:: What is required ::
Reproduce each line below without any alteration.

:: Data to examine ::
****

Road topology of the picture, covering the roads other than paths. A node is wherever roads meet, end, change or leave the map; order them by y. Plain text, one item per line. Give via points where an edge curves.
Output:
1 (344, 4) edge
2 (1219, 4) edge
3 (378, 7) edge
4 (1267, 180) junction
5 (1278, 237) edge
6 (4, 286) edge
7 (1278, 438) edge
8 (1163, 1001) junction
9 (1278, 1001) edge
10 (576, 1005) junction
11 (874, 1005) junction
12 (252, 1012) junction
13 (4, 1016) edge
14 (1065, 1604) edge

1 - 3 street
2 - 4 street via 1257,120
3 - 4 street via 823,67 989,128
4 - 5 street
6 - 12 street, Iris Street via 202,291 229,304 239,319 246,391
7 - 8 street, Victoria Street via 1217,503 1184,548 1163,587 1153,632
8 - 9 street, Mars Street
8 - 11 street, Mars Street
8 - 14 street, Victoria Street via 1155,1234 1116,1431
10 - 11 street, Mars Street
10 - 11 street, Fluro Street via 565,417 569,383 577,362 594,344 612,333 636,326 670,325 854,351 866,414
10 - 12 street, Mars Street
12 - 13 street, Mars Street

****

:: Exercise result ::
Road topology of the picture, covering the roads other than paths. A node is wherever roads meet, end, change or leave the map; order them by y. Plain text, one item per line. Give via points where an edge curves.
Output:
1 (344, 4) edge
2 (1219, 4) edge
3 (378, 7) edge
4 (1267, 180) junction
5 (1278, 237) edge
6 (4, 286) edge
7 (1278, 438) edge
8 (1163, 1001) junction
9 (1278, 1001) edge
10 (576, 1005) junction
11 (874, 1005) junction
12 (252, 1012) junction
13 (4, 1016) edge
14 (1065, 1604) edge

1 - 3 street
2 - 4 street via 1257,120
3 - 4 street via 823,67 989,128
4 - 5 street
6 - 12 street, Iris Street via 202,291 229,304 239,319 246,391
7 - 8 street, Victoria Street via 1217,503 1184,548 1163,587 1153,632
8 - 9 street, Mars Street
8 - 11 street, Mars Street
8 - 14 street, Victoria Street via 1155,1234 1116,1431
10 - 11 street, Mars Street
10 - 11 street, Fluro Street via 565,417 569,383 577,362 594,344 612,333 636,326 670,325 854,351 866,414
10 - 12 street, Mars Street
12 - 13 street, Mars Street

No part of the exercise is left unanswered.